神在(いず)る大陸の物語【月闇の戦記】<邂逅の書>
 だが、その美しい白銀の刃は、不意に出現した炎の結界によって、寸前で止められてしまったのである。
 別段、それに驚く事もないシルバの冷静な右目の奥に、閃光のような閃きが宿った。
 美しい白銀の刀身から伸び上がる銀色の光が、その黒炎を一瞬にして消し去ると、彼の眼前で、黒く長い爪がレダの綺麗な首筋に絡み付いたのだった。
「・・・・・・・」
 片手で剣を構えたまま、鋭利に輝く澄んだ紫色の隻眼を細めて、その動きを止めたシルバに、少女の姿をした闇の魔物が、唇でニヤリと性悪(しょうあく)に笑って見せたのである。

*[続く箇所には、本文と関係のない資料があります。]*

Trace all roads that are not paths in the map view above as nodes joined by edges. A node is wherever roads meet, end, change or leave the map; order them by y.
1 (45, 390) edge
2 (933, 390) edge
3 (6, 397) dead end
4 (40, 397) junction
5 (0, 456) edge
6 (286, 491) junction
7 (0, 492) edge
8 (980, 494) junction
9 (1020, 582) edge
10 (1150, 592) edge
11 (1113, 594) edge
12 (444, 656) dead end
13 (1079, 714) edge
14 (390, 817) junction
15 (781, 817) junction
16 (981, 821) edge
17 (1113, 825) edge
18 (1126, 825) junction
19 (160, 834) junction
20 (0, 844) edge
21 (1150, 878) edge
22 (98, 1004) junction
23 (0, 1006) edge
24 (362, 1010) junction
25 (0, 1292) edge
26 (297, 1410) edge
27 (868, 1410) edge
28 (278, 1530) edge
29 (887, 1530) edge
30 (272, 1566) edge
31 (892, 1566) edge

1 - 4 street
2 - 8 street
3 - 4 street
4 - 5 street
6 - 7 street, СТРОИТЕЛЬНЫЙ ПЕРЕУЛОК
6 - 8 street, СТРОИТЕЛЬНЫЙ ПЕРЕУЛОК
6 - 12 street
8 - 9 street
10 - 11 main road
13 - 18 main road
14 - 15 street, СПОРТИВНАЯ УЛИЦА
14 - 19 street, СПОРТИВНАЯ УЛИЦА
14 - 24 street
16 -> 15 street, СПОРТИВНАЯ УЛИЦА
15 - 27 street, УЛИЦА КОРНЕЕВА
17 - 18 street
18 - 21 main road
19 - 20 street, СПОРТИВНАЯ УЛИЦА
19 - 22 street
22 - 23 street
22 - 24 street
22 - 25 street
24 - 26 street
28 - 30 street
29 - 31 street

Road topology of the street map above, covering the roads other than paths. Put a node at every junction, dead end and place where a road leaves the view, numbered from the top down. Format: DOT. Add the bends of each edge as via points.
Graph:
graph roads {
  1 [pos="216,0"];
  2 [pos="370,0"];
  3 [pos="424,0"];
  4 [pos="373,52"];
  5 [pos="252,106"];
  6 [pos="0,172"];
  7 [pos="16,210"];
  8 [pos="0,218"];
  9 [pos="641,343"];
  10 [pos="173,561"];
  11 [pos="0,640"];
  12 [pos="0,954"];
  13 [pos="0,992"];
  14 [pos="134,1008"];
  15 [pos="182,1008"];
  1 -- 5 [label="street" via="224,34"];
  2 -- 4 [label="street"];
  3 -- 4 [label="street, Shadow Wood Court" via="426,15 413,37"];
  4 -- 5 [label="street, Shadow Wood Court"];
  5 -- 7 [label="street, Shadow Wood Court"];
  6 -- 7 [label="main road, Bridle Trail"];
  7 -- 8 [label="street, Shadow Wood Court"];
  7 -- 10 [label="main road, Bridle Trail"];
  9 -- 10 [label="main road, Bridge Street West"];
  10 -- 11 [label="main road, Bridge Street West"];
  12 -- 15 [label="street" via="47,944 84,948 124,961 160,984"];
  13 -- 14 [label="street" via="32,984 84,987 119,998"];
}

『白銀の守護騎士よ・・・ご苦労であったな、こしゃくな竜から【息吹】を開放してくれて・・・・それをよこすがいい、我が御方のために』
 その声は、すでに少女の声でなく、地獄から響いてくるような低い男の声であった。
『嫌だと・・・言ったら?』
 鋭く厳(いかめ)しい表情をしたまま、シルバの冷静な声が魔物にそう問う。
 少女の姿をした魔物は、嘲笑うかのように再びニヤリと笑うのだった。
『この美しい女の首が跳ぶだけの話よ・・・・』
 レダの首に絡む鋭利な刃物のような爪が、ぎりりと彼女の白い首筋に食い込んだ。
「っ・・・駄目だ!渡すな!絶対に!!」
 じりじりと肌を薙がれる鋭い痛みに、その秀麗な顔を苦々しくしかめたまま、レダは果敢にもそんな叫びを上げたのである。
 白く綺麗なレダの首筋に、赤く細い鮮血の帯が緩やかに流れ落ちた。
 しなやかで美しい彼女の肌に、黒く長い魔物の爪がますます深く食い込んで行く。
 シルバの精悍で端正な顔が厳しく歪み、相変わらず冷静な面持ちを保つ澄んだ紫水晶の右目に、僅かな激が走った。
『魔物の言うことは、信用できんな・・・・渡した所で、レダを殺さないという保証はなかろう?』
 刹那、片手に構えた白銀の剣が眩く発光し、伸び上がる触手のような光の帯が、一瞬にして彼の肢体に絡み付くと、迅速で翻された美しき刃が、レダと、そして魔物の合間の僅かな空間に閃光の帯を引いたのだった。